Seelbach Badespaß kommt trotz Auflagen nicht zu kurz

 Foto: Kiryakova

Seelbach - Badeanzug, Badetuch und Sonnencreme einpacken und spontan ins Freibad gehen, ist jetzt in Seelbach so nicht möglich. Wer sich dort abkühlen will, muss einiges beachten. LZ-Mitarbeiterin Zlatka Kiryakova hat den Selbstversuch gemacht. Wer baden gehen will, muss vorher planen.

Planung beginnt mit Blick aufs Wetter

Meine Planung beginnt mit einem Blick auf die Wetterprognose. Ich entscheide mich für den Samstag, der Tag wird richtig heiß. Dann brauche ich eine Eintrittskarte. Die kann man nicht am Eingang des Bades kaufen, sie muss vorab online gebucht werden. Die Buchung selbst ist einfach und geht schnell: Neben der Angabe persönlicher Daten wie Name, Adresse und Telefonnummer müssen der gewünschte Tag und die Uhrzeit angegeben werden. Die Tickets gelten nur für einen halben Tag (siehe Info). Ich entscheide mich für einen Besuch zwischen 15 und 20 Uhr. Nach ein paar Minuten habe ich mein Ticket auf dem Handy und als E-Mail – zum Ausdrucken.

Am Eingang steht ein Mitarbeiter einer Security-Firma, die Eintrittskarte auf meinem Handy und mein Personalausweis werden am Kiosk kontrolliert. Einen Platz in der Sonne zu finden, fällt leicht – es gibt genug freie Fläche. Da wo sich in den vergangenen Jahren an heißen Tagen die Leute fast aufeinanderstapelten, ist reichlich Platz: Meine "Nachbarn" sind gut acht bis zehn Meter entfernt.

Strenge Regeln sichern Badespaß

Auch das Schwimmbecken ist fast leer. Nur im Nichtschwimmerbereich sieht es voller aus – wer auf die Breitwellenrutsche will, muss sich in die Schlange stellen. Man darf nur einzeln hoch.

Drei Mitarbeiter der Sicherheitsfirma und zwei Bademeister achten darauf, dass die Regeln eingehalten werden. Außerdem sind zwei Reinigungskräfte ständig damit beschäftigt, alle Oberflächen zu desinfizieren.

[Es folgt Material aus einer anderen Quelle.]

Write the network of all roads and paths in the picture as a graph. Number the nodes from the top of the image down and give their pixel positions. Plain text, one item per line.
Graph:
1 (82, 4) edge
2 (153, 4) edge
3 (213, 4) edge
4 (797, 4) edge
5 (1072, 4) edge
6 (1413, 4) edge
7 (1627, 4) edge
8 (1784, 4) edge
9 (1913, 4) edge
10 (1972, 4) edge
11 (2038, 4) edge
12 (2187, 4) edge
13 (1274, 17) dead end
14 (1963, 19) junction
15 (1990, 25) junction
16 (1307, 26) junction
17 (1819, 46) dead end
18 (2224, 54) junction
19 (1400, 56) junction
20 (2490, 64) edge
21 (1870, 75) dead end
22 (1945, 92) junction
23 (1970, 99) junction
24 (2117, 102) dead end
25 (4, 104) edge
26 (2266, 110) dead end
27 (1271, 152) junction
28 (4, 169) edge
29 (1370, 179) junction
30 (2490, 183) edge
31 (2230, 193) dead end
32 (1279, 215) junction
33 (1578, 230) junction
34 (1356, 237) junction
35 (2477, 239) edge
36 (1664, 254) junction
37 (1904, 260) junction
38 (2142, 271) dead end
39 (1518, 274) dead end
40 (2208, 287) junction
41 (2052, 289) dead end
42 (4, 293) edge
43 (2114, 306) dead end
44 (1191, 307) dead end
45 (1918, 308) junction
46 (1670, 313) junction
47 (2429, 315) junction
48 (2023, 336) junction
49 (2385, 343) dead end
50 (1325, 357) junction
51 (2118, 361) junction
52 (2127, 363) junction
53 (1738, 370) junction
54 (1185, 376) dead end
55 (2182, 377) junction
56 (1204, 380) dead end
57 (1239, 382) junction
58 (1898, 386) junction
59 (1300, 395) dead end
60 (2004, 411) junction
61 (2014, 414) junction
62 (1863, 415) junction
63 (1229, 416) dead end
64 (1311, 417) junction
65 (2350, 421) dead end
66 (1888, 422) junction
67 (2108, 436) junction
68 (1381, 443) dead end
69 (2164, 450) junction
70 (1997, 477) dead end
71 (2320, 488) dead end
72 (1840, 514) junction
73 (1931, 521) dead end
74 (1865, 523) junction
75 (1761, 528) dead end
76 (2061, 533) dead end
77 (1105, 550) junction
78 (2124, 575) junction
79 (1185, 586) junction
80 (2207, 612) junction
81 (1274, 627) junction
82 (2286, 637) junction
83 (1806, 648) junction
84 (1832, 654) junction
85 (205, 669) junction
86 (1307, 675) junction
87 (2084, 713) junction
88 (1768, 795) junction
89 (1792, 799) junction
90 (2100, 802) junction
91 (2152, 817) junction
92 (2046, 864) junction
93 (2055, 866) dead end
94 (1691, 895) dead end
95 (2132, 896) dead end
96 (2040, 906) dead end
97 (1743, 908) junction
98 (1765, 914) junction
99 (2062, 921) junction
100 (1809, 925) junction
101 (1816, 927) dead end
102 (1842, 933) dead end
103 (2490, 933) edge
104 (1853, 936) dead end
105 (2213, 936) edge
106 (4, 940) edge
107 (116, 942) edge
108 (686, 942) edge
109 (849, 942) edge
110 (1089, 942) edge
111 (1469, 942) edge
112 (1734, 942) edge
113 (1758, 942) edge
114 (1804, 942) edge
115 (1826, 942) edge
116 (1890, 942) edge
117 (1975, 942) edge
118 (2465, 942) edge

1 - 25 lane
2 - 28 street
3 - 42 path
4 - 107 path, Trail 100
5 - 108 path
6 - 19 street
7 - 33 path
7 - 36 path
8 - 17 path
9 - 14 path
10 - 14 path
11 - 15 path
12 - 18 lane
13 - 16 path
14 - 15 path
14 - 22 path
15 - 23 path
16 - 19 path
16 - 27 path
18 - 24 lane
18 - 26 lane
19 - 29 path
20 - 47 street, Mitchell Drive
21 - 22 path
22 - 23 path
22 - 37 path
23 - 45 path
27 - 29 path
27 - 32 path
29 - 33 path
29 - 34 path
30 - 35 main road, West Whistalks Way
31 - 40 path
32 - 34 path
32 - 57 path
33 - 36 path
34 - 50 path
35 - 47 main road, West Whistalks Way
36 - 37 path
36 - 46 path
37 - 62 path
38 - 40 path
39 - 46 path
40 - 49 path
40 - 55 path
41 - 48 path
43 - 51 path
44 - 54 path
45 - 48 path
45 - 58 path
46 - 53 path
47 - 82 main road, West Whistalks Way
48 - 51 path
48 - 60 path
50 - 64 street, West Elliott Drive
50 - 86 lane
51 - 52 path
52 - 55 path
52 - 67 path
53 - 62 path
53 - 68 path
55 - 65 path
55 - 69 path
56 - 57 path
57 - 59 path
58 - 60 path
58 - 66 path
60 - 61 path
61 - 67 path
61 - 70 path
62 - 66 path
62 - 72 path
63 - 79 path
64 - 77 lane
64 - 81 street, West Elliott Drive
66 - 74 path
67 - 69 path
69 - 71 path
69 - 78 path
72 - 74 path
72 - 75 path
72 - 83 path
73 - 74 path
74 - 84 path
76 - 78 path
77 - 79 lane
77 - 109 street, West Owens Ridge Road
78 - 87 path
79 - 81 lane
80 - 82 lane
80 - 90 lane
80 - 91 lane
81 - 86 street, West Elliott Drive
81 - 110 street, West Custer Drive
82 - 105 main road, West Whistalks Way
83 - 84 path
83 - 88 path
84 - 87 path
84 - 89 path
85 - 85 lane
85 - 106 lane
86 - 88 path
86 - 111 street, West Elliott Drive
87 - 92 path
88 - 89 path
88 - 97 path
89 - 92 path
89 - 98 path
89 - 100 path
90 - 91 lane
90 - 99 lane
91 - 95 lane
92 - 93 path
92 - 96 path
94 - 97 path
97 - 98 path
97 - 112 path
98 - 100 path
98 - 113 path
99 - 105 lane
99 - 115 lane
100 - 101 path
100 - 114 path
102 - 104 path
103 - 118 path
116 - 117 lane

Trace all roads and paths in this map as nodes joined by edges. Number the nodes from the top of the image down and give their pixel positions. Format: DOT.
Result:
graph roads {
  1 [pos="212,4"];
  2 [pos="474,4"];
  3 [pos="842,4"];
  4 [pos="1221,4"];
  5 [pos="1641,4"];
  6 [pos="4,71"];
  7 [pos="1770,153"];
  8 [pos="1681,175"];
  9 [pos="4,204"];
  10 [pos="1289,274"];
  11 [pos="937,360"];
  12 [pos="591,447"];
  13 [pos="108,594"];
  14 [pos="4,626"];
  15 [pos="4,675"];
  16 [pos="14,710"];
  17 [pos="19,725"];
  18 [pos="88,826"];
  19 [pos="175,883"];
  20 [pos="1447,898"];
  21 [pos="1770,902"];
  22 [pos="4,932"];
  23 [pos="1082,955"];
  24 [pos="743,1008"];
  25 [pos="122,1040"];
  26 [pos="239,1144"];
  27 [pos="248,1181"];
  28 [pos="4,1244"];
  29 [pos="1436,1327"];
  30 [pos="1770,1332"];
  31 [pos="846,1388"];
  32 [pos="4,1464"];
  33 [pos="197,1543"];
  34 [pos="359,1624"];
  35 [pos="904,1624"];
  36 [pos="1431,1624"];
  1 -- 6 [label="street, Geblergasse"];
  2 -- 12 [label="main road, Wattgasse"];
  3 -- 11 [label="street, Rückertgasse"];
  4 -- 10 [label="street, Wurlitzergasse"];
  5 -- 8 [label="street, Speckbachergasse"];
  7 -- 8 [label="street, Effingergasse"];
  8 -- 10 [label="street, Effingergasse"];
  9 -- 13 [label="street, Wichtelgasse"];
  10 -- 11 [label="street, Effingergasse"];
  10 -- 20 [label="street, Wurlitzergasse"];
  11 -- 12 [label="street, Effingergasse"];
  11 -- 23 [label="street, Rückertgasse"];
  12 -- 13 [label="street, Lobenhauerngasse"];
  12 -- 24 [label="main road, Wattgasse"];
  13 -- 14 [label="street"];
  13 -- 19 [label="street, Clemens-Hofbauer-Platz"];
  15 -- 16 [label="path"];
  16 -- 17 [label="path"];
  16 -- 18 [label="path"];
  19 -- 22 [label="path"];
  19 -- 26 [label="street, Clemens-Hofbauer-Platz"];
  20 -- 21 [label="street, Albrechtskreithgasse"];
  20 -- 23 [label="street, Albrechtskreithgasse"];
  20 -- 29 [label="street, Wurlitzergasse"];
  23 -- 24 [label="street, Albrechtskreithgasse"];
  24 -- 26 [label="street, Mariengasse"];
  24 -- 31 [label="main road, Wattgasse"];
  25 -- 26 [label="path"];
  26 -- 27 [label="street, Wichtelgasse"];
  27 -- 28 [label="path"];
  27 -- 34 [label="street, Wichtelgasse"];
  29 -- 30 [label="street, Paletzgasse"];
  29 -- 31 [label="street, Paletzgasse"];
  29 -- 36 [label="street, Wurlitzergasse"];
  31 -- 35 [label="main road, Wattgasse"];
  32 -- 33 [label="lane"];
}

Die Besucher stört das offenbar nicht. Das System kommt gut an, viele finden es richtig, dass man hier permanent für Sicherheit und Sauberkeit sorgt. Einige erzählen mir von ihrer Erfahrung in anderen Freibädern, wo kaum darauf geachtet werde. Auch die Onlinebuchung der Tickets sei unkompliziert, da sind sich die Gäste einig.

Nur wenige Seelbacher im Familienbad

Etwas ist aber auffallend: Es sind nur wenige Seelbacher an diesem Samstag im Familienbad. Die Mehrheit seien Gäste des Campingplatzes und Touristen, die hier ihren Urlaub verbringen, sagt man mir. Woran es liegt, dass die Einheimischen fernbleiben, will ich wissen und frage bei einer Seelbacher Familie nach. "Wir sind schon zwei Mal hier gewesen und werden wiederkommen, aber nicht so oft wie in dem vergangenen Jahr", erzählen sie mir. Ein Besuch müsste geplant werden, spontan kommen funktioniere nicht. Dass so wenig Seelbacher da sind, könne auch daran liegen, dass viele sich "Gartenpools" gekauft haben oder aber zu einem der Seen in der Umgebung fahren. Da sei ein spontaner Besuch eben möglich.

Ich habe keinen Pool im Garten und werde nicht an einem See baden gehen. Stattdessen werde ich wiederkommen, das steht für mich nach dem Besuch im Familienbad am Samstag fest.